*** Data extract Section Begins ***

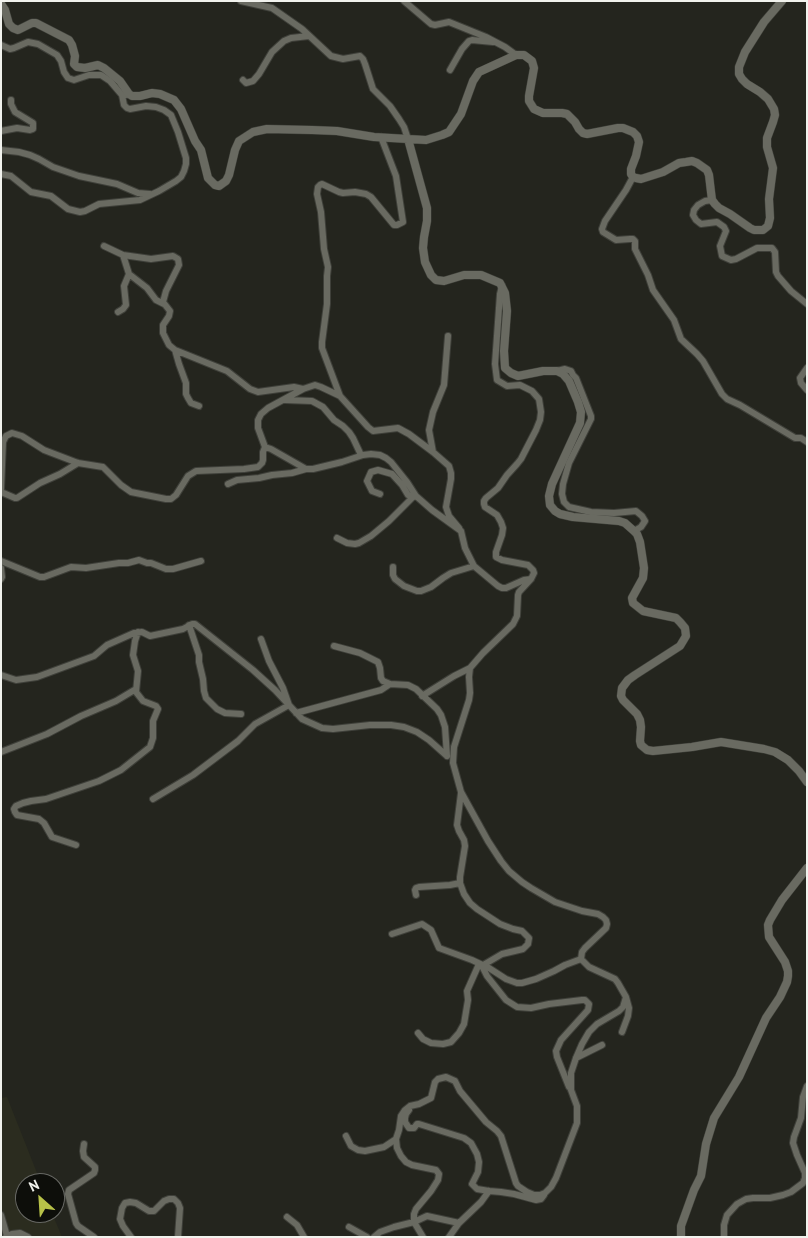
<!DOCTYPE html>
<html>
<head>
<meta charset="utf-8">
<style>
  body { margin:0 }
  #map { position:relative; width:808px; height:1238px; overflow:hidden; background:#24251e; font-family:"PT Sans",sans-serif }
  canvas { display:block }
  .frame { position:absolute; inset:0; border:2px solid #f1f2ed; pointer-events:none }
  .north { position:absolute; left:15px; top:1173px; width:50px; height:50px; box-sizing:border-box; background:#0d0e0a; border:1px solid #686965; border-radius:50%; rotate:334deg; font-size:14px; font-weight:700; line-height:20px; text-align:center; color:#f1f2ed }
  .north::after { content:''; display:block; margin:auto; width:18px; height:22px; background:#b7c148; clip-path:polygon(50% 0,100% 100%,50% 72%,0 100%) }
</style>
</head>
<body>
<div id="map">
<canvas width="808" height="1238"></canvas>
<div class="frame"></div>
<div class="north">N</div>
</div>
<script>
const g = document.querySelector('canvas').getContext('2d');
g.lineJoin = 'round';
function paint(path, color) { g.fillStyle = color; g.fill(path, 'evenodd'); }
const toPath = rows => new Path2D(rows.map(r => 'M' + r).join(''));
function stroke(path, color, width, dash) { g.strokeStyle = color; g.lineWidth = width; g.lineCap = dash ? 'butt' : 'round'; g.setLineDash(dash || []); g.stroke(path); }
paint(toPath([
  [7,1097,41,1183,25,1183,25,1213,52,1213,62,1237,1,1237,1,1098]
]), '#2b2c1f');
const minor = toPath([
  [241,1,272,8,302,29,331,56,343,59,360,56,363,59,365,64,373,89,390,106,399,119,404,127,408,139],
  [404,1,431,24,435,25,449,22,486,37,505,47,516,55],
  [1,45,10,49,14,48,28,42,38,44,57,55,61,61,64,72,68,78,74,80,89,75,101,75,110,81,122,95,126,95],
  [450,70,462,49,469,41,472,40,493,42],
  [243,80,246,83,253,81,259,74,272,52,284,41,291,38,309,36],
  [1,131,17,128,30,130,33,129,33,123,15,112,11,104,11,100],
  [381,137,396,176,403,222,397,225,394,225,371,197,366,194,355,192,343,193,339,192,322,184,320,185,318,187,317,194,321,212,324,249,328,267,327,276,327,304,322,342,322,348,340,396,368,427,373,431,398,428,409,434,433,452,449,466,451,473,451,479,446,507,449,516,459,528],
  [1,150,19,152,30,155,39,159,53,167,79,176,117,184,138,193,150,194],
  [1,174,11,176,31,192,51,196,68,209,80,212,85,211,99,204,140,200,159,191,176,181,181,177,184,171,186,164,186,158,178,132,171,115,164,110,156,107,146,106,130,109,127,108,124,105,122,95],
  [633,177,626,190,605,221,602,229,603,232,616,240,630,239,633,239,635,241,635,249,648,275,653,290,674,320,681,339,697,354,703,361,722,394,727,399,740,405,795,438,801,438,807,442],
  [712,200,705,201,698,205,694,210,693,215,696,220,701,224,717,222,724,227,726,231,720,246,722,256,731,260,736,259,757,248,772,248,775,252,776,272,778,276,791,291,807,304],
  [104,246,123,255,151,259,173,256,178,259,179,265,166,291,163,302,170,311,169,316,163,325,163,333,169,345,175,350,227,371,250,389,258,392,294,387,303,389],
  [129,274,147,288,156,300,164,304],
  [118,312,123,309,126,305,124,286,129,274,123,255],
  [175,350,179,364,186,383,186,394,188,398,191,403,199,406],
  [807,368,800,378,801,383,807,390],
  [557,371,565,369,571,371,573,375,576,378,591,416,591,419,569,463,563,484,562,494,564,502,569,507,591,512,614,513,636,511,642,516,645,521,641,527,634,531],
  [285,400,312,401,323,407,334,420,343,426,349,432,353,438,361,455],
  [265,447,258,428,258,420,261,414,268,408,303,389,315,385,321,387,340,396],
  [433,452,429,430,433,412,444,385,448,336],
  [228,484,237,480,259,478,272,475,292,473,306,469],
  [1,489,3,442,6,436,12,433,22,436,44,450,78,463,103,467,121,485,131,492,166,499,171,499,176,495,188,476,196,471,244,469,258,467,262,463,263,460,263,452,265,447,271,449,306,469,313,469,342,462,363,455,371,454,380,455,386,458,391,462,407,482,416,496,432,510,461,531,465,548,474,566,498,586,502,588,506,588,524,580,531,579],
  [1,492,15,498,17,498,40,483,60,474,78,463],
  [380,494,372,491,367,481,371,472,378,470,392,474,402,485,408,495,413,497,415,496],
  [337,538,347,543,355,544,359,543,371,536,389,521,413,497],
  [1,561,40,577,44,577,71,567,86,568,119,563,128,563,139,560,147,563,151,563,166,569,173,569,201,561],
  [393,567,393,575,395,579,404,586,417,591,421,591,431,587,443,578,451,573,474,566],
  [1,568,2,577,1,579],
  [189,625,199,655,199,662,203,679,204,691,206,698,217,709,225,713,241,714],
  [334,646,360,653,378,662,380,668,381,678,383,681,390,684],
  [1,675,16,680,37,677,94,656,107,645,134,633,142,632,150,636,183,629,192,624,195,624,253,670,275,690,302,719,322,728,333,729,370,725,391,725,404,727,417,732,429,740,447,756],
  [422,696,454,676,470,668],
  [296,713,381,690,390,684,408,685,416,689,437,709,441,715,445,727,447,756],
  [1,752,47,734,81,716,116,701,136,689],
  [461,793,457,825,459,831,464,840,465,846,460,877,460,883,464,894,470,903,477,909,500,924,513,929,522,931,529,938,528,944,523,949,502,954,485,964,483,968,487,976,506,1000,517,1007,531,1008,549,1004,582,1000,585,1000,589,1004,588,1010,561,1040,556,1051,557,1057,569,1087],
  [153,799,193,775,238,741,255,724,289,705,283,688,269,661,261,639],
  [76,845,52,837,44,823,39,819,17,815,15,812,14,809,16,806,23,803,31,801,46,799,99,781,121,770,150,747,153,738,153,721,158,709,156,706,143,701,136,692,138,671,133,655,135,641,138,632],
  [416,895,415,890,416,888,419,887,450,885,460,883],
  [392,934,422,924,431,930,439,948,472,960,489,968,506,979,517,983,522,983,536,979,554,971,565,965,581,959],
  [622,1032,628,1016,629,1008,626,997],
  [418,1033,423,1039,431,1043,443,1044,451,1042,459,1033,464,1024,468,1000,467,991,479,964],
  [576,1058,602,1045],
  [409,1110,406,1114,405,1118,405,1122,409,1128,414,1128,417,1124,419,1124,464,1138,471,1143,477,1154,479,1162,478,1172,472,1184,477,1189,489,1191,501,1192,514,1194,536,1200,541,1199,544,1195],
  [346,1136,351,1146,358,1150,365,1151,384,1147,396,1139],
  [84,1144,83,1151,84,1157,95,1167,95,1170,94,1173,69,1190,68,1194,76,1223,78,1226,94,1237],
  [1,1215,7,1236],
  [287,1217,297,1225,304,1237],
  [349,1227,367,1237],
  [6,1237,12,1234,20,1233,28,1237],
  [131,1237,123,1226,120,1219,122,1208,125,1203,130,1202,136,1203,149,1211,154,1211,164,1201,169,1199,174,1199,178,1203,180,1208,178,1237],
  [374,1237,380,1232,394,1227,414,1222,427,1216,459,1223],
  [423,1237,414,1222,414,1214,416,1209,431,1191,438,1180,439,1174,436,1170,412,1165,406,1162,401,1156,397,1148,396,1139,399,1130,401,1116,405,1110,410,1106,419,1104,431,1098,435,1082,438,1079,446,1077,455,1081,460,1091,486,1122,497,1131,501,1136,516,1183,518,1186,527,1192,534,1195,540,1195,545,1193,551,1187,556,1178,577,1123,577,1106,571,1090,571,1073,576,1058,582,1044,589,1032,597,1024,619,1011,623,1007,626,997,618,983,615,979,589,967,581,959,582,952,585,948,606,928,607,924,606,920,603,917,598,914,582,911,555,902,531,888,522,882,509,871,501,861,488,841,461,792,453,763,454,747,469,700,470,693,469,677,470,668,483,653,513,624,517,616,518,595,519,592,531,579,534,573,533,570,528,565,502,560,496,557,496,552,502,535,503,528,501,522,497,515,485,507,484,504,484,501,486,498,498,488,507,475,517,464,521,459,536,430,540,420,541,412,539,399,532,391,520,385,507,386,497,380,495,364,500,294,502,286],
  [449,1237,459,1223,481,1202,489,1191],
  [724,1237,724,1225,727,1215,737,1204,746,1199,753,1198,770,1198,783,1195,791,1192,803,1183,805,1178,805,1173,797,1155,793,1143,794,1137,801,1118,803,1097,807,1086]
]);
const tertiary = toPath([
  [782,1,764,22,745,52,739,67,739,74,742,79,747,84,760,92,768,99,774,109,775,115,773,122,767,138,767,147,773,168,769,199,770,218,768,226,763,230,754,230,750,228,730,214,719,208,715,204,712,200,711,192,709,175,707,170,697,163,692,161,686,162,679,163,663,172,641,179,636,178,633,177,631,174,631,169,636,156,639,142,637,136,633,132,623,128,618,128,587,134,583,133,579,129,575,122,567,114,562,113,543,113,534,109,529,101,529,96,534,68,532,61,524,55,516,55,479,72,473,81,461,114,449,132,442,135,426,140,408,139,427,208,427,221,424,237,423,248,425,262,431,275,436,280,444,281,464,275,481,275,500,283,505,293,507,311,504,351,505,368,511,373,518,376,543,371,557,371,563,374,569,381,578,402,581,412,580,423,552,484,549,496,550,505,555,511,560,514,573,517,619,521,625,523,634,531,637,534,640,542,644,568,643,578,632,598,633,603,643,611,676,618,680,622,685,628,686,636,680,646,635,675,628,680,622,688,621,696,623,700,637,714,640,720,641,727,640,741,641,745,647,750,653,751,692,747,721,742,764,749,775,752,788,760,799,771,807,782],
  [1,4,5,10,9,24,13,28,18,30,32,23,36,23,69,40,72,45,75,56,74,64,77,67,85,68,98,65,104,68,120,81,129,94,132,96,140,96,152,93,160,94,174,100,181,109,195,141,201,150,208,178,215,185,219,186,226,181,229,175,235,150,239,141,253,132,267,129,312,130,337,131,374,137,408,139],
  [681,1237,681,1226,694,1190,701,1176,706,1144,714,1118,739,1077,766,1018,780,997,787,982,788,976,788,971,785,962,769,937,768,925,770,920,782,900,807,868]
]);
stroke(minor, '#3f403a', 8);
stroke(tertiary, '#3f403a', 9);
stroke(minor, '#696a61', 6);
stroke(tertiary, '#696a61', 8);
</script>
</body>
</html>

*** Data extract Section Ends ***

To do
Scan the lines above for the word "canvas", then copy each line that has it.

Written solution
  canvas { display:block }
<canvas width="808" height="1238"></canvas>
const g = document.querySelector('canvas').getContext('2d');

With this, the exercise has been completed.